Corriere della Sera - La Lettura
Ordinari come noi Italiani come noi
Sulle orme degli «Americans» di Robert Frank, Massimo Baldini ha attraversato piazze, spiagge, outlet del nostro Paese, soprattutto in provincia, ritraendo la «gente comune». Ai suoi 83 scatti Claudio Giunta ha affiancato testi di autori di ieri e oggi. Risultato: un poema per immagini
Ci sono libri in cui è bello perdersi: leggerli o rileggerli, guardarli o riguardarli, senza né capo né coda, aprendo una pagina a caso. È una delle sensazioni che si provano sfogliando Gli italiani, fotografie di Massimo Baldini corredate da Claudio Giunta con l’aggiunta di una preziosa scelta di testi (il Mulino). Gli italiani è una sorta di poema per immagini sulle orme del celebre The Americans di Robert Frank. È il 1955 e un giovane fotografo svizzero, Robert Frank, ottiene una borsa di studio dalla Fondazione Guggenheim per realizzare un lavoro fotografico sull’America. Frank percorrerà tutto l’immenso Paese, tra il 1955 e il 1956. Le strade, i volti delle persone incontrate, le piazze delle città, i bar e i negozi, i marciapiedi, i particolari più insignificanti passano e si fermano di fronte all’obbiettivo intelligente e partecipe del fotografo. Il libro The Americans fu pubblicato per la prima volta dall’editore francese Robert Delpire nel 1958. Furono scelte 83 foto in bianco e nero che cambiarono per sempre il senso e il ruolo della fotografia. Pubblicato negli Stati Uniti un anno dopo, resta il libro di fotografie più influente del Ventesimo secolo, una sfida a tutte le regole formali conosciute fino a quel momento. «Quella folle sensazione in America — scrive Jack Kerouac nella prefazione — quando il sole picchia forte sulle strade e ti arriva la musica di un jukebox o quella di un funerale che passa. È questo che ha catturato Robert Frank nelle formidabili foto scattate durante il lungo viaggio attraverso qualcosa come quarantotto Stati su una vecchia macchina di seconda mano».
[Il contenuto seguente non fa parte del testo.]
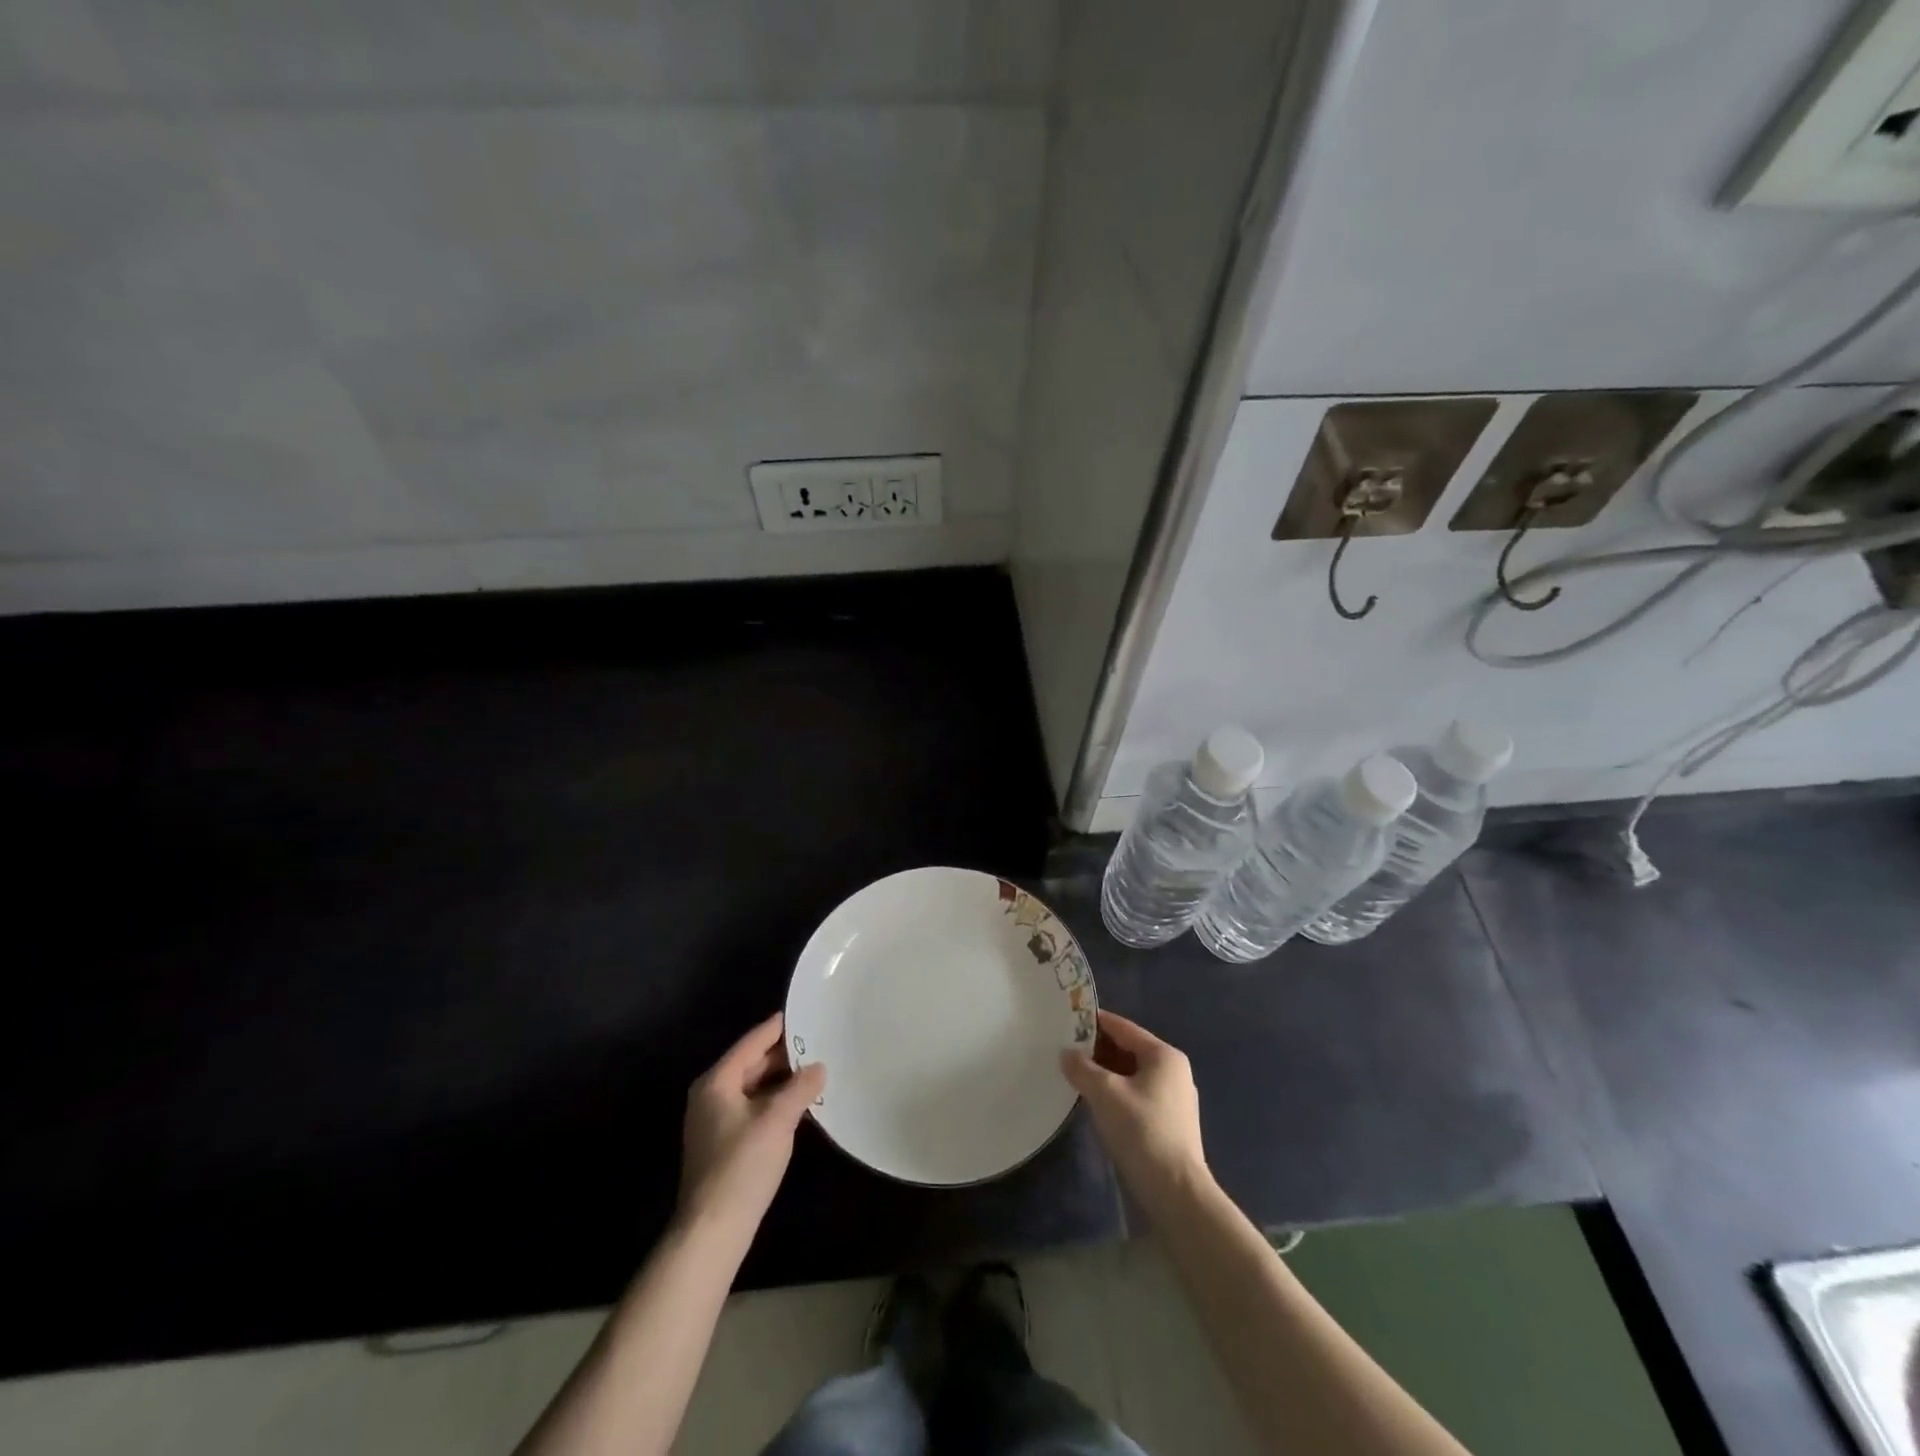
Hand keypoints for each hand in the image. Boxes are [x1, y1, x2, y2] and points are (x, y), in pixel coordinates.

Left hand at [676, 1013, 825, 1241]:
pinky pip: (752, 1107)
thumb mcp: (777, 1120)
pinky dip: (774, 1101)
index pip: (752, 1042)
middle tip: (819, 1041)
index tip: (804, 1012)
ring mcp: (714, 1121)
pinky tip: (799, 1104)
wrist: (712, 1230)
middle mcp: (711, 1095)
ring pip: (753, 1087)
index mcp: (717, 1081)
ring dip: (781, 1080)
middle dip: (784, 1055)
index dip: (778, 1027)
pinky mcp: (723, 1143)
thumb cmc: (742, 1166)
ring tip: (815, 1069)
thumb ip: (800, 1088)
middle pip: (751, 1063)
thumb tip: (818, 1066)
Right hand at [1061, 1010, 1210, 1216]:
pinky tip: (1094, 1100)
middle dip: (1097, 1049)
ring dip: (1104, 1072)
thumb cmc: (1142, 1131)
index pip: (1123, 1027)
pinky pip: (1136, 1094)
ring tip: (1074, 1073)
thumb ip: (1082, 1068)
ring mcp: (1173, 1098)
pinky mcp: (1169, 1122)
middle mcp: (1173, 1071)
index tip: (1067, 1018)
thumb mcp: (1105, 1093)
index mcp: (1164, 1056)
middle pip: (1128, 1049)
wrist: (1176, 1192)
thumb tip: (1066, 1053)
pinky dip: (1115, 1092)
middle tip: (1064, 1048)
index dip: (1094, 1021)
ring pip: (1131, 1074)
Anche Baldini ci regala 83 fotografie, di elegante normalità su italiani normali. Come scrive Claudio Marra, se da un lato Baldini si confronta con Frank, «dall’altro sviluppa un’ampia riflessione sugli italiani di oggi, su un insieme di caratteristiche, di comportamenti e di luoghi, colti nel corso di lunghe peregrinazioni. Nell’attraversare il nostro Paese, ha privilegiato la provincia, o comunque un’Italia secondaria, rispetto alle grandi città, allo sconfinato patrimonio artistico della penisola e al cartolinesco più celebrato».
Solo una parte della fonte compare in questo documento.